Disclosure of Invention
In order to solve the problems, the invention provides a general structure of a novel biosensor comprising a microfluidic pretreatment module and an electrochemical detection module. The method comprises the following steps of printing a microfluidic channel by spraying wax on a filter paper substrate, and controlling the flow speed and the flow direction of fluid to realize parallel pretreatment of multiple markers in a sample; carving laser-induced graphene on two sides of a polyimide film to manufacture a graphene electrode with excellent electrical and chemical properties; the paper chip assembling and detecting efficiency is improved, and the cost is effectively reduced.
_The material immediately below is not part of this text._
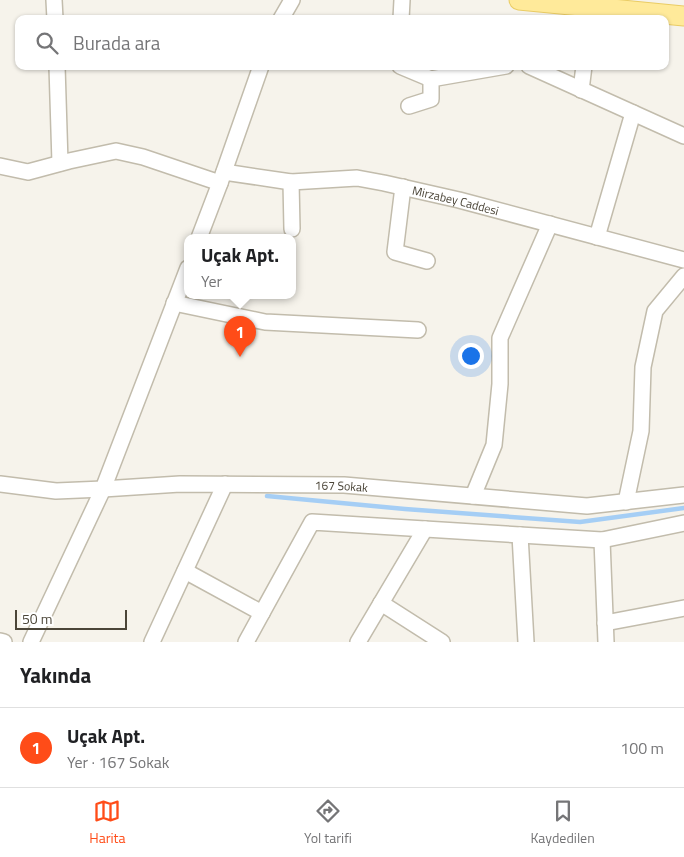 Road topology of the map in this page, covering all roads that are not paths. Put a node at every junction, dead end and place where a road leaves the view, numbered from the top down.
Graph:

The method takes cellulose chromatographic filter paper as a base material, utilizes a wax-spraying printer to construct a microfluidic channel, engraves a laser-induced graphene electrode on a polyimide film, and utilizes an electrochemical method to perform rapid parallel detection on a sample after assembly.
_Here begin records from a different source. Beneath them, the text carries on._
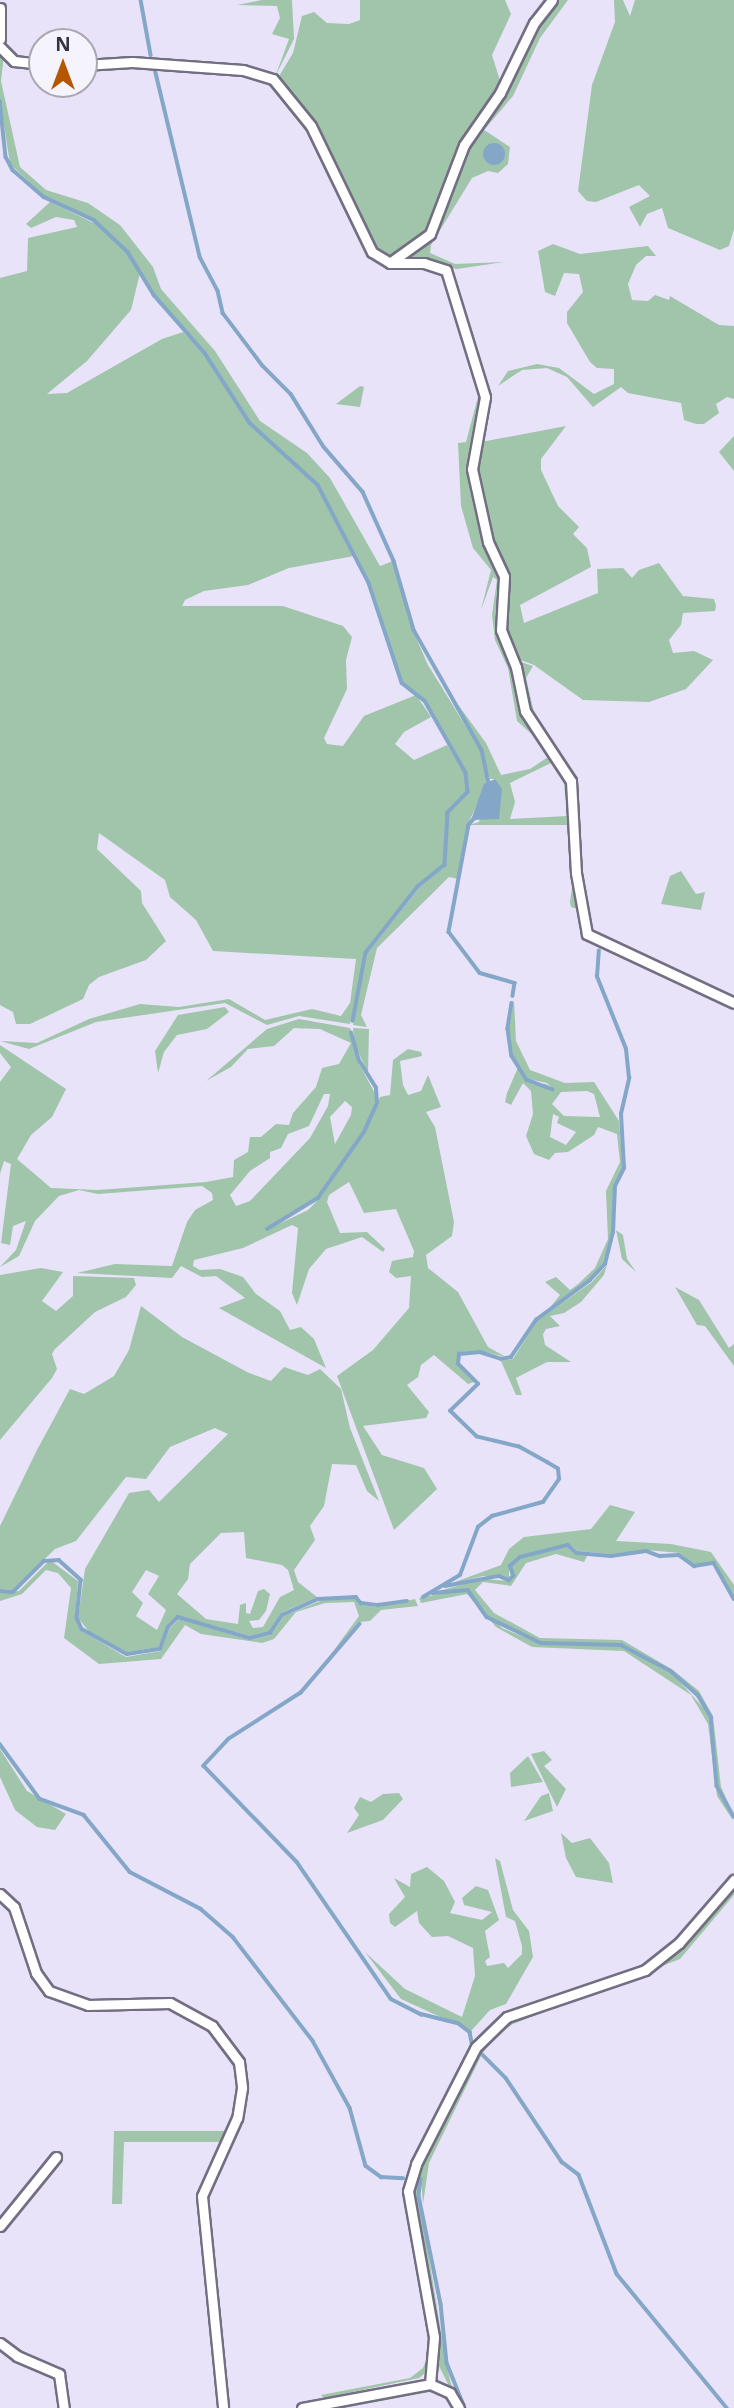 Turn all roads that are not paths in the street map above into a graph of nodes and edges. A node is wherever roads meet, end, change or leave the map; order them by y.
1 (552, 0) edge
2 (0, 8) edge
3 (0, 39) edge
4 (0, 47) edge
5 (28, 62) edge
6 (98, 64) edge
7 (390, 263) junction
8 (734, 1003) edge
9 (734, 1880) edge
10 (0, 1894) edge
11 (56, 2157) dead end
12 (0, 2226) edge
13 (0, 2343) edge
14 (430, 2384) junction
15 (64, 2408) edge
16 (223, 2408) edge
17 (302, 2408) edge
18 (459, 2408) edge

1 - 7 street
2 - 3 street
4 - 5 street
6 - 7 street
7 - 8 street
9 - 14 street
10 - 16 street
11 - 12 street
13 - 15 street
14 - 17 street
14 - 18 street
The paper-based microfluidic control module is combined with electrochemical detection, the paper-based microfluidic control module has the advantages of low cost, easiness in shaping, high electrochemical detection precision, good sensitivity and the like, meanwhile, the three-dimensional microfluidic control processing module is innovatively designed, the laser-induced graphene technology is used for preparing the electrode, the detection efficiency is improved, and the manufacturing process is simplified.
The technical scheme of the invention is as follows:
the paper-based three-dimensional microfluidic biosensor based on the laser-induced graphene electrode comprises a microfluidic pretreatment module and an electrochemical detection module; the microfluidic pretreatment module comprises a three-layer structure, namely a sample adding layer 1, a reagent layer 2, a detection layer 3 and an absorption layer 5 from top to bottom in sequence; the electrochemical detection module comprises an electrode layer 4; the sample adding layer 1, the reagent layer 2 and the detection layer 3 are connected into a whole, a three-dimensional structure is formed by folding along a boundary, and the three layers are communicated through overlapped hydrophilic regions; the electrode layer 4 and the absorption layer 5 are independent respectively, and the layers are assembled by a clamp after registration and superposition.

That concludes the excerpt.